Yo seguía sin comprenderle y le dije:

—Pero, ¿por qué eres tan pesimista, si dentro de algunos años, al repetirse el invierno, llegará de nuevo la nieve y con ella el hielo?

—El proceso de formación del hielo —me interrumpió— lo conoce cualquier escolar. A mí me interesa el hielo continental milenario. Dices tú que vendrán grandes fríos y se formará otro hielo. Sí, vendrán. Durante los últimos 500 mil años hubo, por lo menos, tres invasiones de hielo. La última ocurrió hace 20 mil años. ¿Quieres que yo espere la siguiente? ¿Y por dónde vendrá?
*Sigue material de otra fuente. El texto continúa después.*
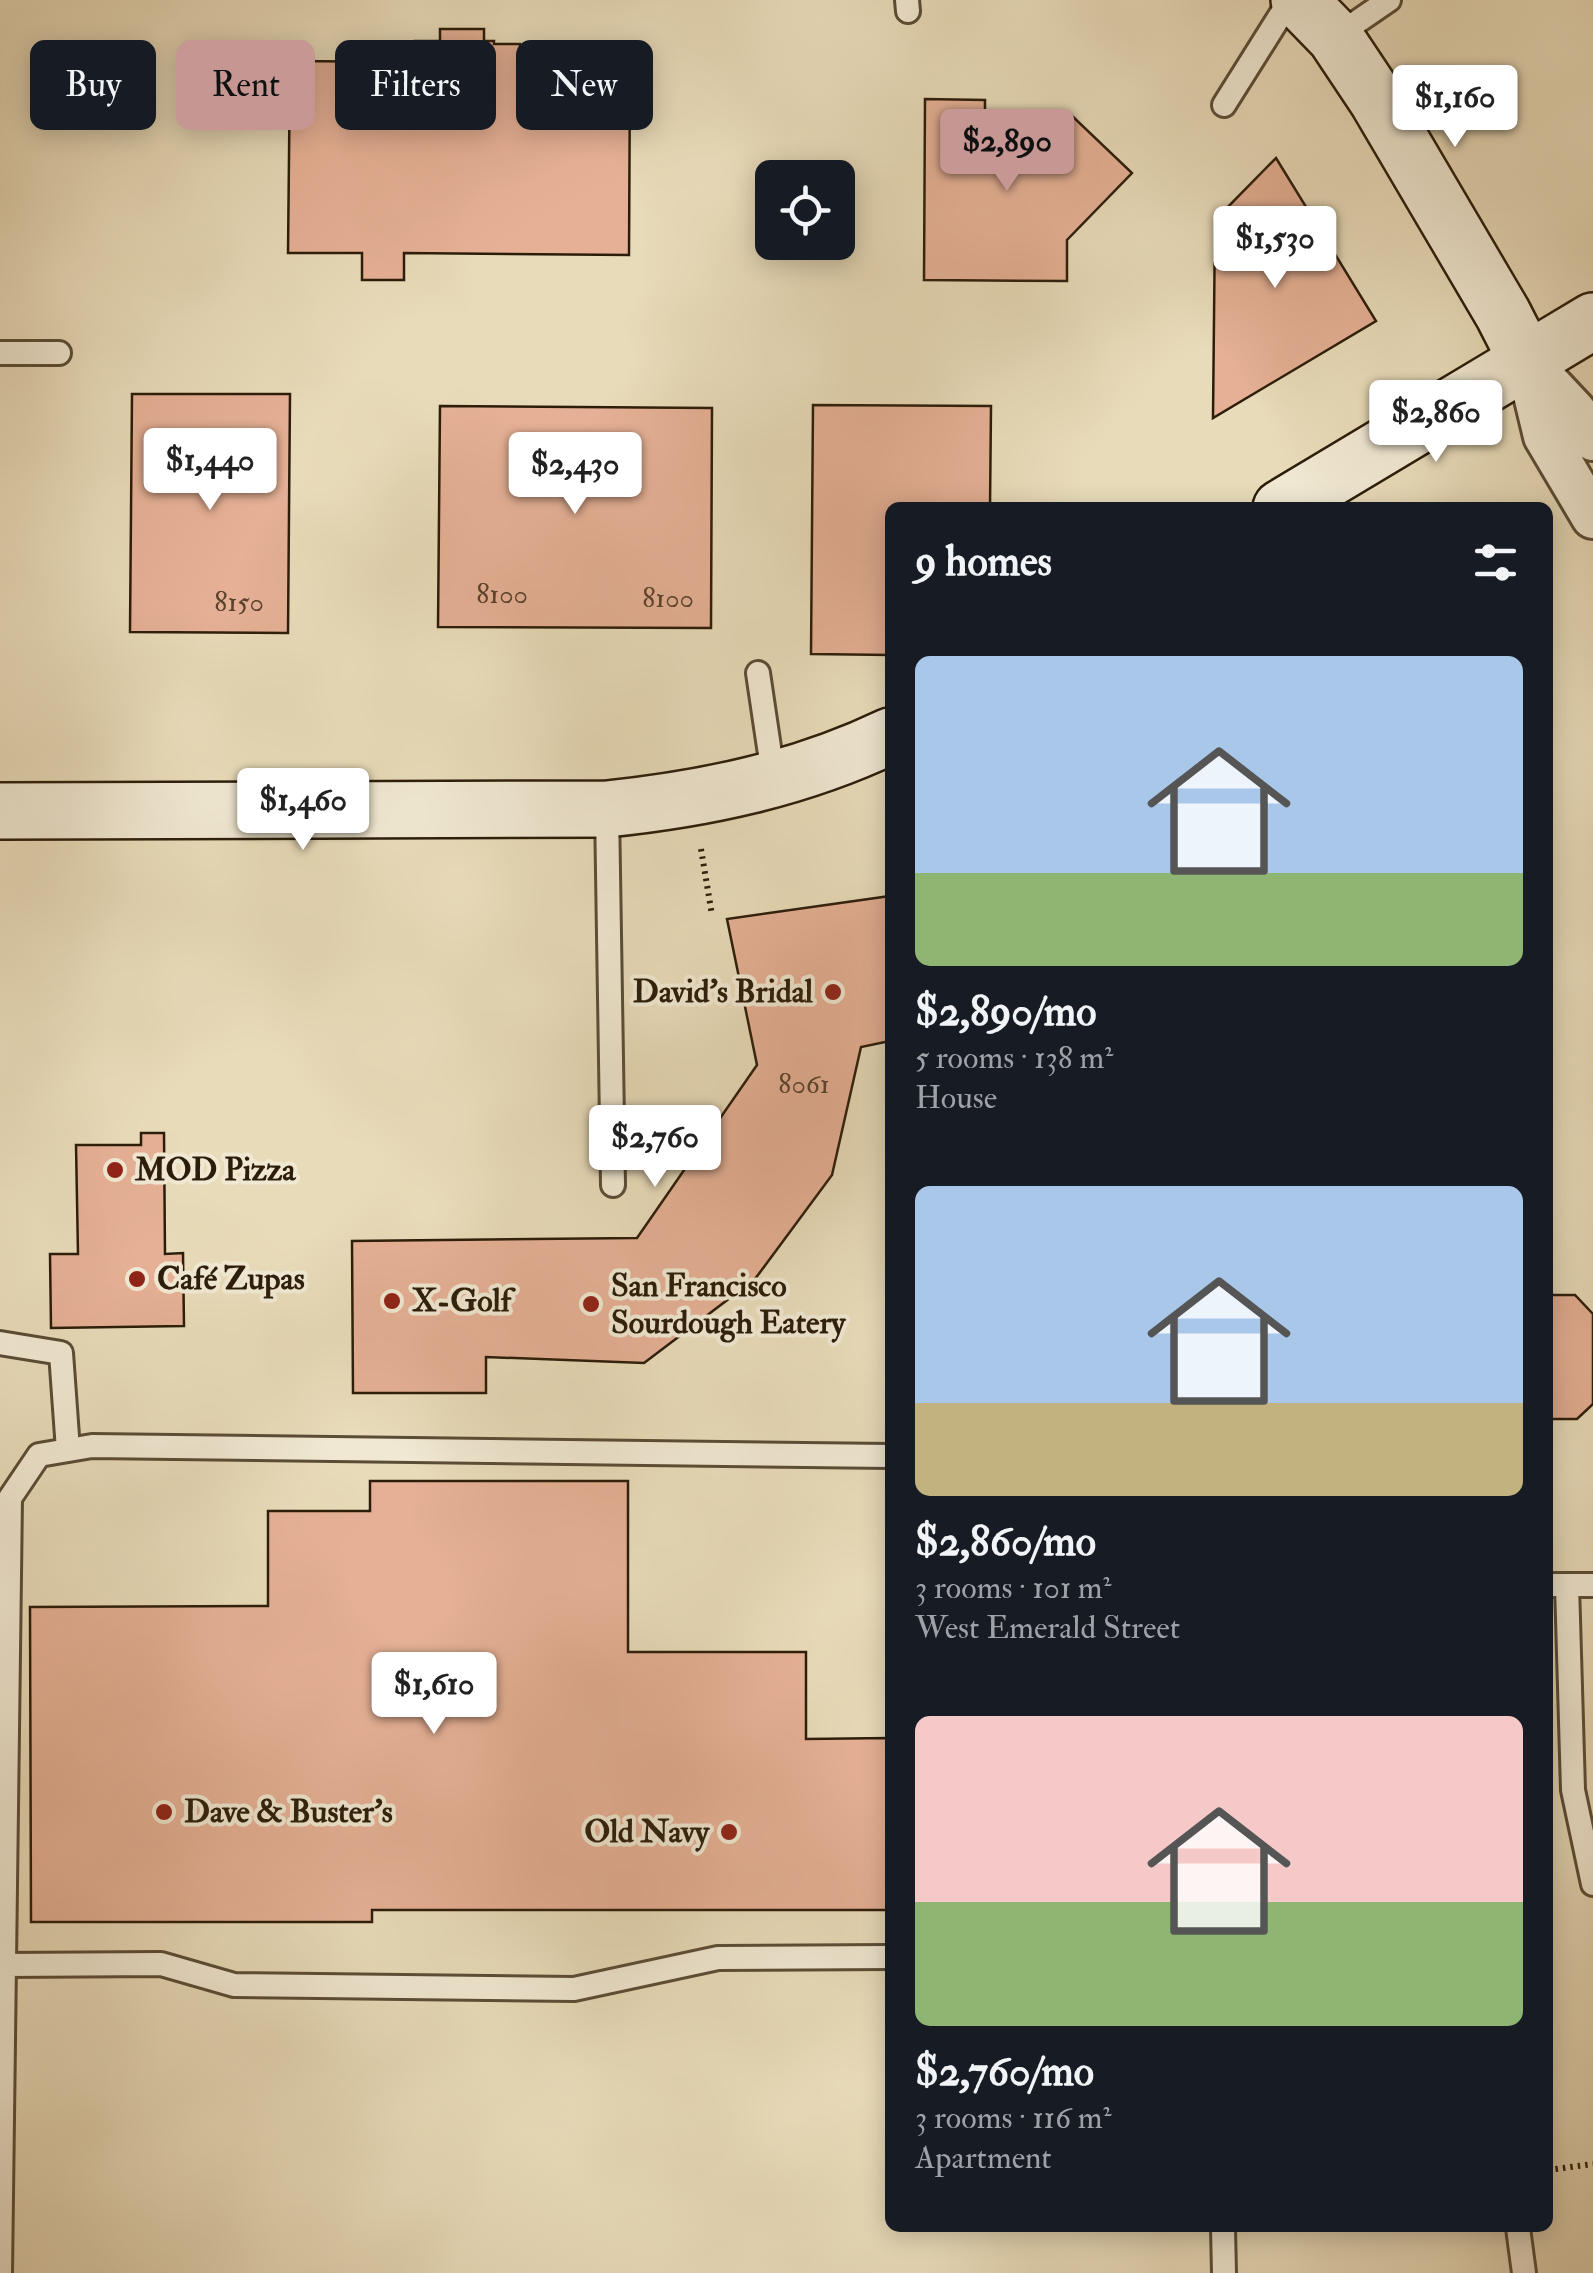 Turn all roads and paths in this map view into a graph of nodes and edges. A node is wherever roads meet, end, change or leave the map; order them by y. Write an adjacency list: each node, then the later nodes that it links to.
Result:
1 (1290, 0): 4 (lane)
2 (1389, 0): 3 (lane)
3 (1317, 18): 8 (main road)
4 (1224, 106)
5 (1593, 320): 8 (main road)
6 (0, 353): 7 (lane)
7 (59, 353)
8 (1527, 361): 9 (street); 10 (main road); 11 (street)
9 (1593, 439)
10 (1291, 502)
11 (1593, 517)
12 (758, 673): 14 (lane)
13 (885, 738): 14 (main road)
14 (774, 781): 15 (main road)
15 (607, 809): 16 (main road); 19 (lane)
16 (0, 811)
17 (701, 849): 18 (path)
18 (712, 916)
19 (612, 1185)
20 (0, 1342): 21 (lane)
21 (68, 1450): 22 (lane); 27 (lane)
22 (885, 1456)
23 (1557, 1585): 24 (lane); 25 (lane)
24 (1593, 1585)
25 (1593, 1884)
26 (885, 1958): 27 (lane)
27 (4, 1965): 32 (lane)
28 (1593, 2164): 29 (path)
29 (1553, 2169)
30 (1223, 2232): 33 (lane)
31 (1519, 2232): 34 (lane)
32 (0, 2273)
33 (1224, 2273)
34 (1524, 2273)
No, amigo, no esperaré a que el eje de la Tierra se incline. Aquí no sirve andar con tretas, tendré que cambiar de profesión.

—¿Y cuál elegirás?

Se rió:

—Trataré de no alejarme mucho de los «jinetes». Me dirás, quizás, que hay más material hipotético que experimental. Sí, así es; pero, como dicen los cibernéticos, se puede encontrar la solución casi óptima de casi todos los problemas —su mirada empezó a mostrar aburrimiento, porque aun los profesores más bondadosos se cansan de los «por qué»—. Sería mejor que salieras a caminar y filmaras algo. Tu profesión todavía se cotiza.
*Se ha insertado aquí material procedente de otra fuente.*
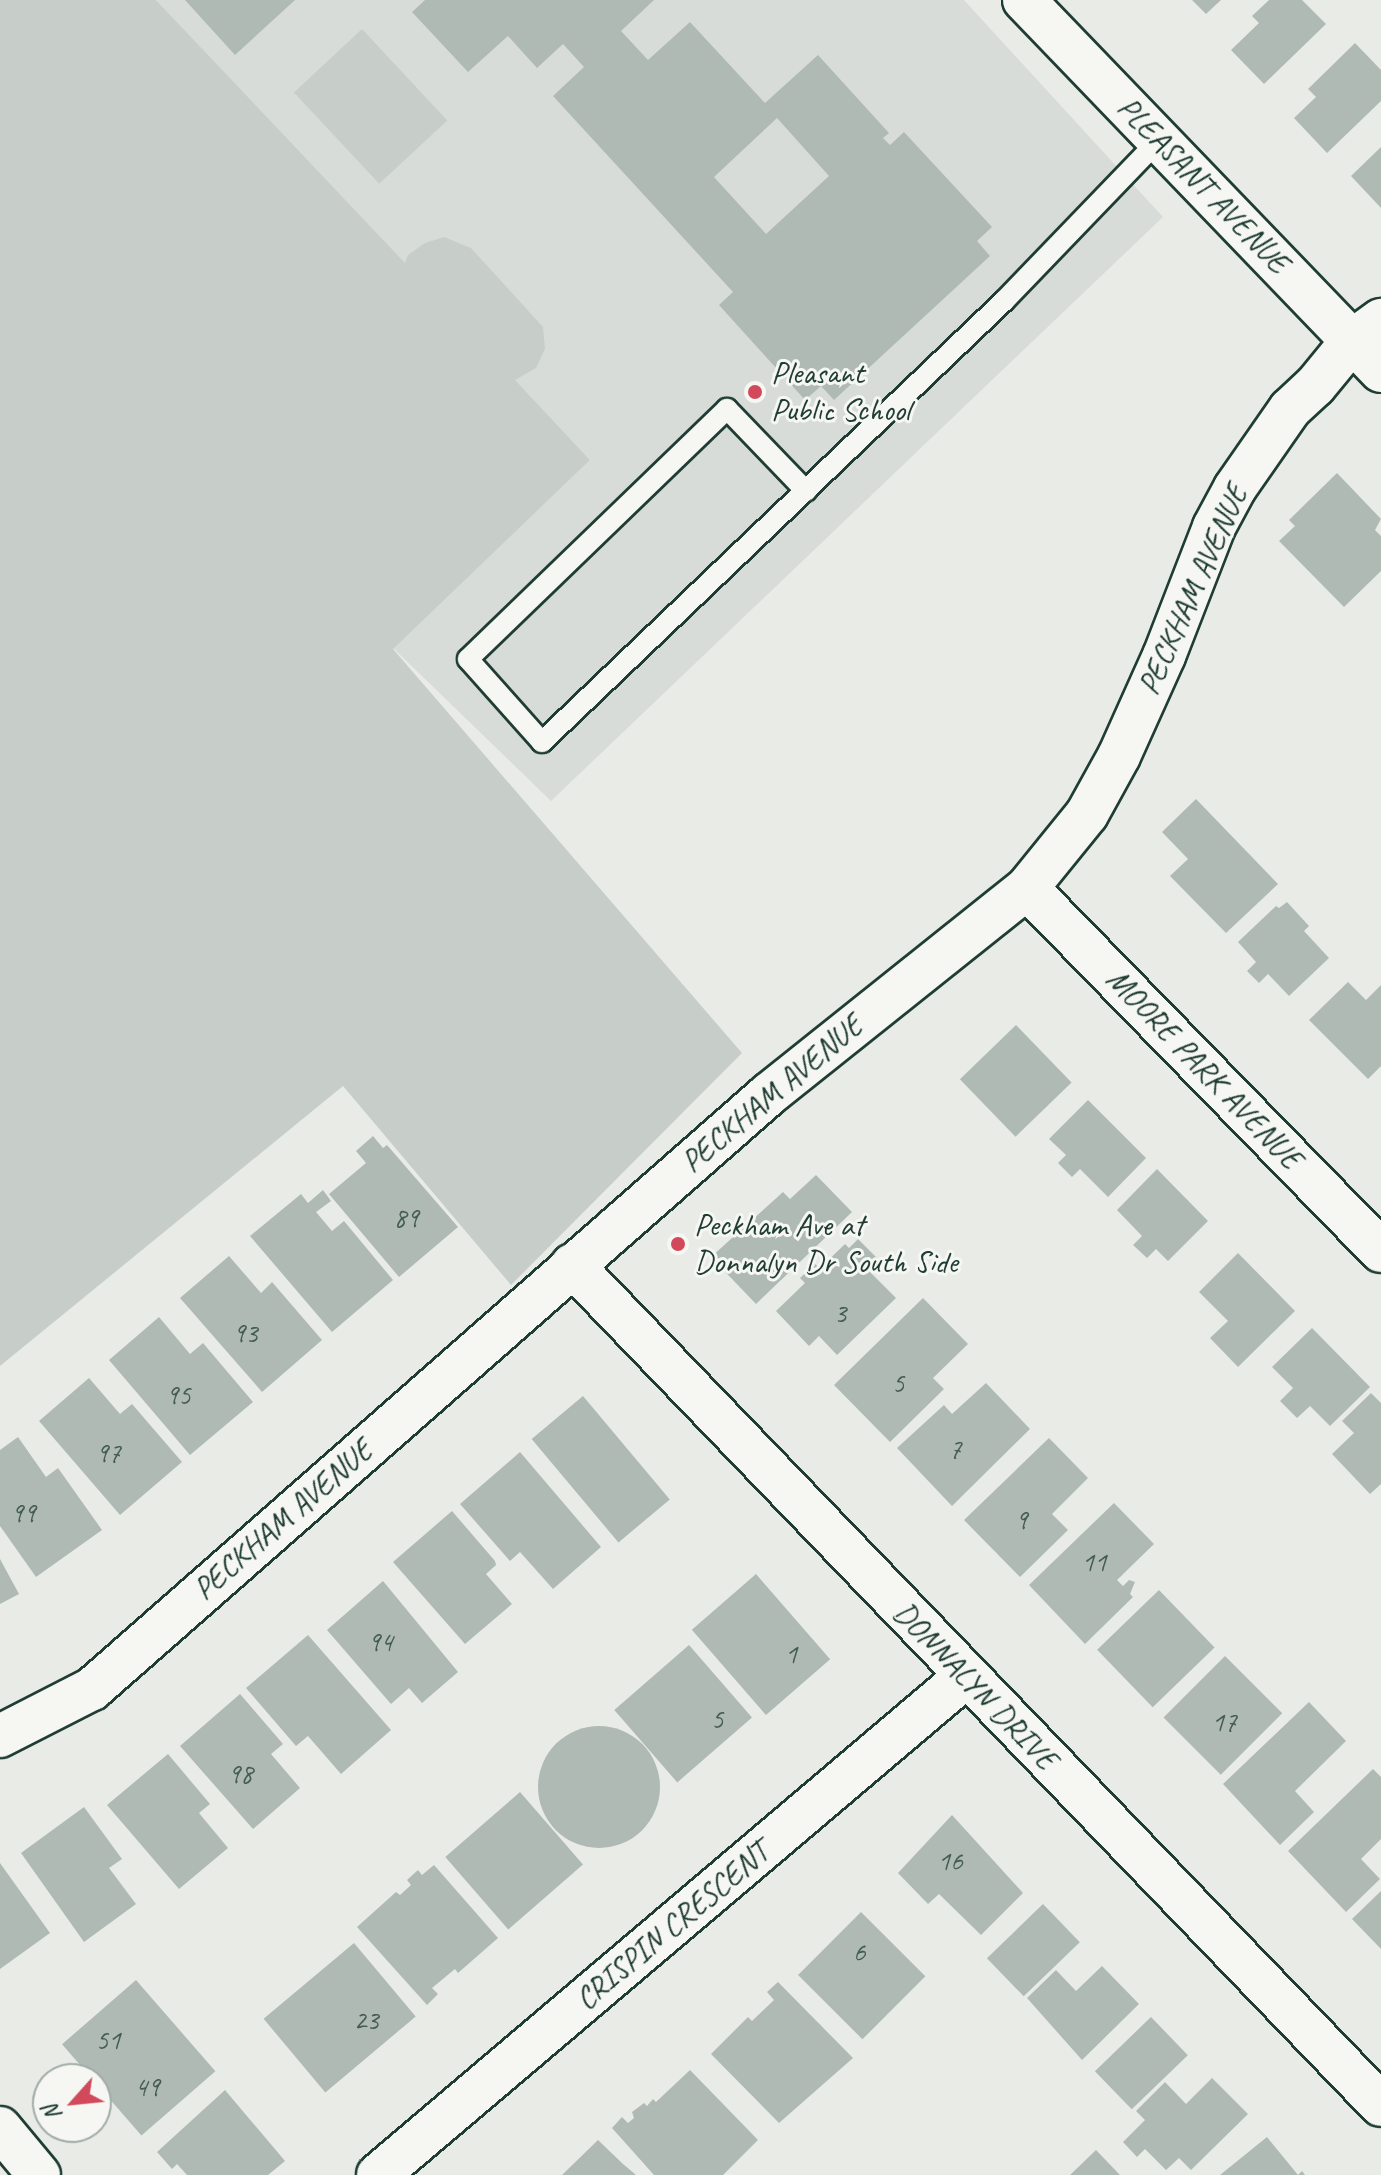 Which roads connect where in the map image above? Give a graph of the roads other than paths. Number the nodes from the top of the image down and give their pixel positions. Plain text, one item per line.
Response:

Salí de la máquina llevando conmigo la cámara, pero al pisar el suelo no encontré nada que pudiese ser de interés para la filmación, a excepción de los últimos pedazos de hielo sobre la tierra. Vanó soldaba la oruga rota. El haz de chispas blancas que despedía su aparato no me permitía molestarle. Miré hacia los lados y, de pronto, quedé intrigado: a la distancia de un kilómetro delante de nuestro vehículo y en medio del perfecto camino de hielo se veía algo grande de color rojo vivo, parecido a un mamut acostado, si los mamuts hubieran vivido aquí y, además, hubiesen tenido una piel tan roja. ¿O puede ser que el color rojo desde lejos adquiera este matiz por los reflejos del sol que cuelga en el horizonte? ¿O era esto simplemente un gran reno de color taheño?
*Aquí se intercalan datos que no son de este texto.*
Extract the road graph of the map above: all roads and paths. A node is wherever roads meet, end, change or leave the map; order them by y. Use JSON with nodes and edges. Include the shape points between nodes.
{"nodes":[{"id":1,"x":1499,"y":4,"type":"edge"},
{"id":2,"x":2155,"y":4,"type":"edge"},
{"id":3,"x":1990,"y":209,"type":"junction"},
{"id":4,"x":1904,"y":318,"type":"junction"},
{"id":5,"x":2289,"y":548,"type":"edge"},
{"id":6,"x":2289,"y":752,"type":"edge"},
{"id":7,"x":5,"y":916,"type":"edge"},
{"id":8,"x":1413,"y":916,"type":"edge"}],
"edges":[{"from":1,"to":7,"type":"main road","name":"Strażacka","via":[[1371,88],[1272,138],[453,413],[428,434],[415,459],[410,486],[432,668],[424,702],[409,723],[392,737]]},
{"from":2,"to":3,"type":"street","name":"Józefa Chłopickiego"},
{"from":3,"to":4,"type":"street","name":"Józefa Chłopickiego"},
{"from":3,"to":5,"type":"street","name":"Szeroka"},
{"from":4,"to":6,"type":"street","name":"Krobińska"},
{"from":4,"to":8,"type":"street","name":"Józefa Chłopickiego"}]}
El objeto me obligó a aproximarme a Vanó.

—Vanó, por favor, mira el camino.

El miró:

—¿Qué debo mirar? ¿Aquella roca rojiza?

—No es rojiza, sino de un rojo vivo.

—Aquí todas las rocas son rojas.

—Sí, pero, ¿por qué ésta está en el medio del camino?

—No está en el medio, sino al lado del camino. Posiblemente cuando ellos cortaron el hielo la dejaron en ese lugar.

—Eso no puede ser, porque aquella vez que pasamos por este sitio esa roca no se encontraba allí.

Vanó la observó con más atención:

—Quizás tengas razón. Bien, cuando emprendamos la marcha, veremos lo que es.

A distancia, la roca parecía inmóvil y cuanto más la observaba tanto más me convencía de que su forma era más parecida a una roca que a un animal agazapado. En la escuela había aprendido que en Groenlandia no habitan animales grandes, y mucho menos, renos. ¿Cómo se alimentaría un reno en este glaciar continental que además había sido cortado por mitad?

Vanó, sin prestar atención ni a mí ni a la roca, continuó en su trabajo de soldadura. Decidí acercarme a la roca. Un magnetismo inefable me empujaba hacia ella. No acierto a explicar claramente qué era eso, pero me señalaba la roca y decía: «Ve y sabrás». Y eché a andar en dirección a ella. Al principio la roca o el animal agazapado no me traía a la memoria ninguna asociación con las cosas del pasado, pese a todos los esfuerzos que hacía por recordar mis días de antaño. Ocurre a veces que no podemos traer a la mente algo que nos es muy conocido, a pesar de todos los esfuerzos para recordarlo. Eso ocurría ahora conmigo.